China now has the world’s largest online retail market and online shopping now accounts for 10 percent of all retail in the country, but a recent study by American marketing agency FleishmanHillard finds that e-tailers still fall short when it comes to meeting consumers’ expectations. According to the firm, brands must address this gap if they are to succeed.
The study looks at perceived gaps between consumers’ expectations and what they receive from a company in regard to factors such as a company’s commitment to environmental protection, credible communication, and value. Twenty sector categories were examined, including luxury, internet service providers, and online shopping. Unlike consumers in the United States and Germany, Chinese respondents were reported to have an overall positive experience across all 20 categories.
While the Chinese online shopping overall experience was rated to be positive, its “value” factor was found to be lacking. Chinese consumers felt that online shopping fell 6.5 percent short of the value they desired according to the study’s metrics, but performed 2.4 percent more consistently than shoppers expected.
“Consumers want to know they will get the same quality service online as in the store, particularly with regards to imitations, payment security and the potential for the same product to cost less overseas,” said Rachel Catanach, FleishmanHillard’s Asia head for reputation management and Hong Kong managing director, in a press release.

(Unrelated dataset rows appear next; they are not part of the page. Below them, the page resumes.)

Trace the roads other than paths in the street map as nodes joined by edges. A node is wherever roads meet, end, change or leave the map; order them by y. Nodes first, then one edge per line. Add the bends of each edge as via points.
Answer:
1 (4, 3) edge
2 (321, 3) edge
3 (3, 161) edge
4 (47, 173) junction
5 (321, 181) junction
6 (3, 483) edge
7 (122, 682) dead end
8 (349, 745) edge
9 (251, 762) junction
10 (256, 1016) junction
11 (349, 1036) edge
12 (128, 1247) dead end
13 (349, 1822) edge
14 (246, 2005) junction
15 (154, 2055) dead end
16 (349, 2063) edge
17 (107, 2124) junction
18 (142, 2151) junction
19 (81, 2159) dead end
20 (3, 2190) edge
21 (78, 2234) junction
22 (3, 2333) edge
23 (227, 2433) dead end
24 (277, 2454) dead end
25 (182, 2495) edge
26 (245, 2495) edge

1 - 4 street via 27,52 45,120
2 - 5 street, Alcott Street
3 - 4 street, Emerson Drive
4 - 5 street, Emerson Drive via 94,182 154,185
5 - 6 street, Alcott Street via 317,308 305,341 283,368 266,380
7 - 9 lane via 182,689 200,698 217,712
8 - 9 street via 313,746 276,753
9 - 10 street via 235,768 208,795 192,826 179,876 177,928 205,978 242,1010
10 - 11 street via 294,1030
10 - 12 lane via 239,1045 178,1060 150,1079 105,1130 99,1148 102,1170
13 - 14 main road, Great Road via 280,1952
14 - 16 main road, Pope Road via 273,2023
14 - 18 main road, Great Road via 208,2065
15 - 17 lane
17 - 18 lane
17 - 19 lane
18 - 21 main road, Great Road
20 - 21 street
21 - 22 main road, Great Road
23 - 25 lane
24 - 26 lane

The discrepancy between expected and delivered “value” isn’t unique to online shopping in China—as much as 70 percent of the 20 sectors surveyed were also guilty of the same flaw.

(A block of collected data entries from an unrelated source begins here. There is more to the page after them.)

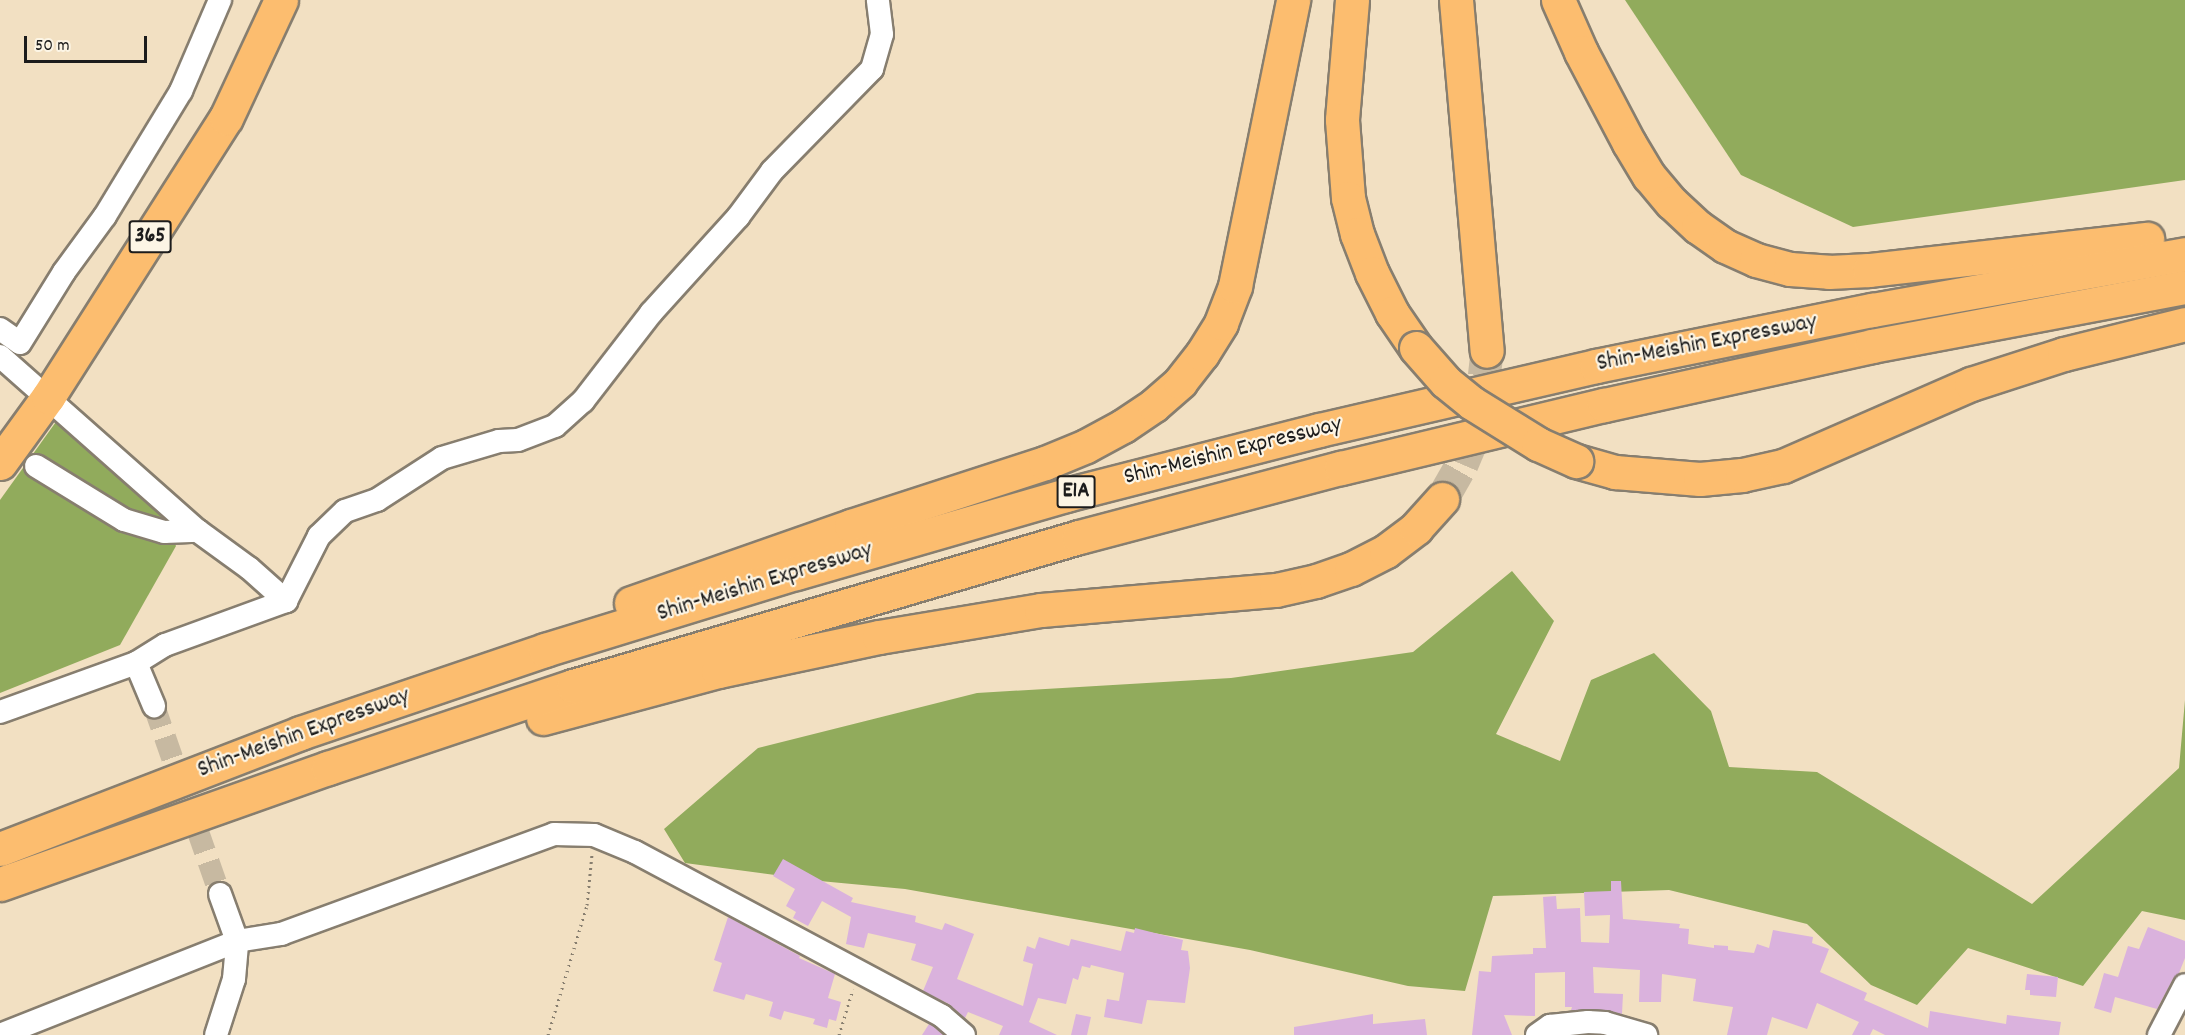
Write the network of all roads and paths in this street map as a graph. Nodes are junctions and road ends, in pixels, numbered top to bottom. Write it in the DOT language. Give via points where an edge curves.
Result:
graph roads {
  1 [pos="220,0"];
  2 [pos="281,0"];
  3 [pos="878,0"];
  4 [pos="1293,0"];
  5 [pos="1352,0"];
  6 [pos="1456,0"];
  7 [pos="1558,0"];
  8 [pos="2185,235"];
  9 [pos="2185,254"];
  10 [pos="2185,287"];
  11 [pos="2185,324"];
  12 [pos="0,329"];
  13 [pos="1487,351"];
  14 [pos="0,356"];
  15 [pos="48,397"];
  16 [pos="0,463"];
  17 [pos="36,466"];
  18 [pos="1442,499"];
  19 [pos="198,531"];
  20 [pos="286,601"];
  21 [pos="136,663"];
  22 [pos="154,706"];
  23 [pos="0,711"];
  24 [pos="300,733"];
  25 [pos="594,835"];
  26 [pos="0,849"];
  27 [pos="79,855"];
  28 [pos="0,884"];
  29 [pos="220,894"];
  30 [pos="237,941"];
  31 [pos="858,973"];
  32 [pos="2185,985"];
  33 [pos="0,1035"];
  34 [pos="216,1035"];
  35 [pos="548,1035"];
  36 [pos="839,1035"];
  37 [pos="964,1035"];
  38 [pos="1538,1035"];
  39 [pos="1646,1035"];
  40 [pos="2159,1035"];
  1 -- 12 [label="street" via="181,91 105,216 20,343"];
  2 -- 15 [label="highway, 365" via="226,118"];
  3 -- 20 [label="street" via="882,34 872,69 772,171 738,217 651,313 583,401 555,426 518,440 500,441 442,458 378,500 345,511 319,536"];
  4 -- 24 [label="highway" via="1235,286 1221,323 1202,354 1180,382 1154,405 1095,441 1045,463 673,586"];
  5 -- 11 [label="highway, bridge" via="1342,120 1348,198 1372,273 1392,313 1446,382 1500,423 1576,461 1615,472 1700,479 1783,466 1971,384 2064,354"];
  6 -- 13 [label="highway"];
  7 -- 8 [label="highway" via="1581,52 1649,176 1698,227 1725,246 1756,260 1790,269 1869,270"];
  9 -- 24 [label="highway, Shin-Meishin Expressway / E1A" via="1872,310 1596,366 1319,430 1066,495 796,573 545,650"];
  10 -- 27 [label="highway, Shin-Meishin Expressway / E1A" via="1872,346 1616,403 1341,468 1079,537 573,686"];
  14 -- 15 [label="street"];
  15 -- 16 [label="highway, 365"];
  15 -- 19 [label="street"];
  17 -- 19 [label="street" via="124,520 164,532"];
  18 -- 27 [label="highway" via="1416,528 1386,551 1316,581 1276,590 1041,610 879,637 741,666 492,732"];
  19 -- 20 [label="street"];
  20 -- 21 [label="street" via="165,645"];
  21 -- 22 [label="street"];
  21 -- 23 [label="street"];
  24 -- 26 [label="highway, Shin-Meishin Expressway / E1A"];
  25 -- 30 [label="street" via="554,834 281,934"];
  25 -- 31 [label="street" via="635,852"];
  25 -- 35 [label="path" via="587,905"];
  27 -- 28 [label="highway, Shin-Meishin Expressway / E1A"];
  29 -- 30 [label="street"];
  30 -- 33 [label="street"];
  30 -- 34 [label="street" via="234,979"];
  31 -- 36 [label="path"];
  31 -- 37 [label="street" via="942,1016"];
  32 -- 40 [label="street"];
  38 -- 39 [label="street" via="1550,1026 1588,1022"];
}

The study finds that globally, Chinese consumers are three times less likely to clamor for innovative products and services, but that number is increasing. Forty-nine percent of respondents from the United States listed “innovation” as the most important expectation of firms and companies, compared to 17 percent of Chinese consumers. Chinese consumers desiring innovation indicated that even high-tech products such as tablets and e-readers lack that creative edge.

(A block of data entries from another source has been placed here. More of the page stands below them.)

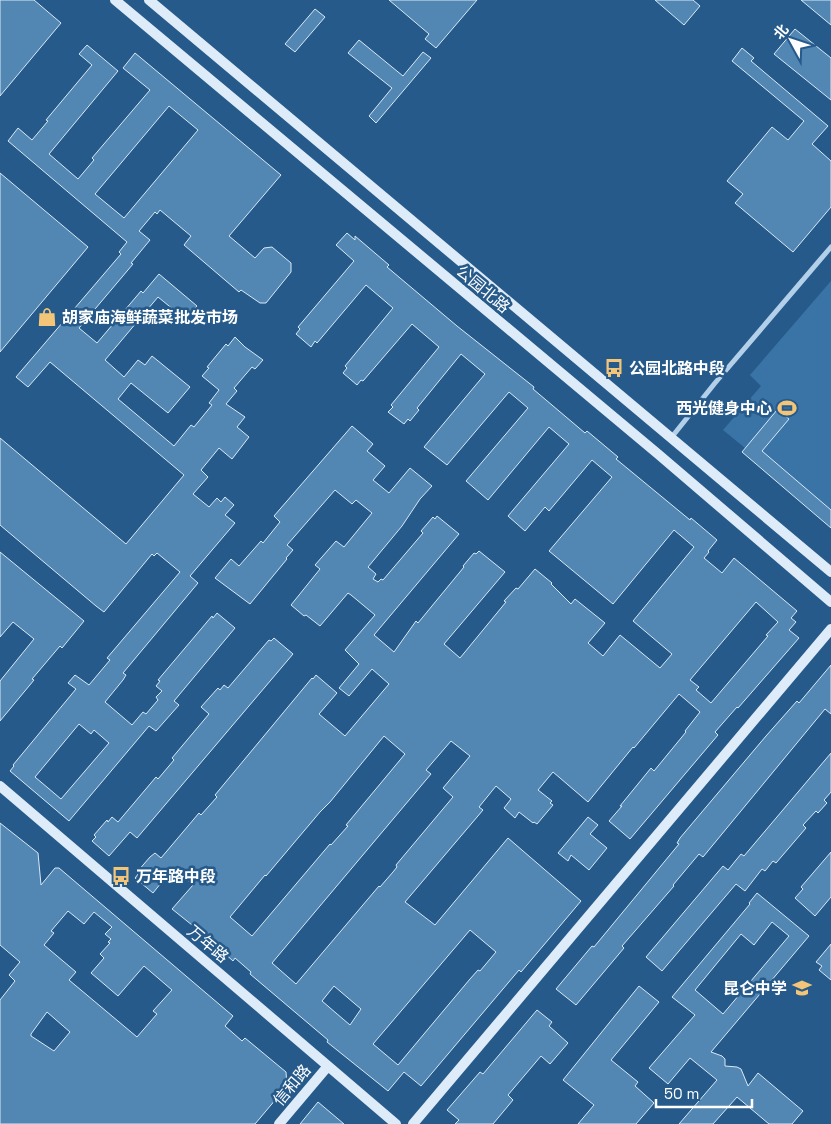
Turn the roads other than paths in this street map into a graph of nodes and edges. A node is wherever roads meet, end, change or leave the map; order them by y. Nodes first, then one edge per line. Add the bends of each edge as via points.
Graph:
1 (115, 0) edge
2 (149, 0) edge
3 (831, 247) edge
4 (671, 439) junction
5 (831, 572) edge
6 (831, 602) edge
7 (831, 629) edge
8 (0, 786) edge
9 (328, 1066) junction
10 (279, 1124) edge
11 (396, 1124) edge
12 (414, 1124) edge

1 - 6 main road, 公园北路
2 - 4 main road, 公园北路
3 - 4 street
4 - 5 main road, 公园北路
7 - 12 main road
8 - 9 main road, 万年路
9 - 10 main road, 信和路
9 - 11 main road, 万年路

Chinese firms lead when it comes to what FleishmanHillard calls “momentum,” a measure of whether a brand is gaining or losing ground. The luxury industry in China was given a score of 50.6 for “momentum,” nearly twice that of any other industry in the Western world—the highest was 28.2 for internet services in Canada. One factor possibly contributing to China’s high “momentum” scores is that emerging markets have a lot of room for differentiation between brands, unlike the saturated Western markets. Greater access to global brands in emerging markets also contributes to greater levels of enthusiasm, helping boost that score.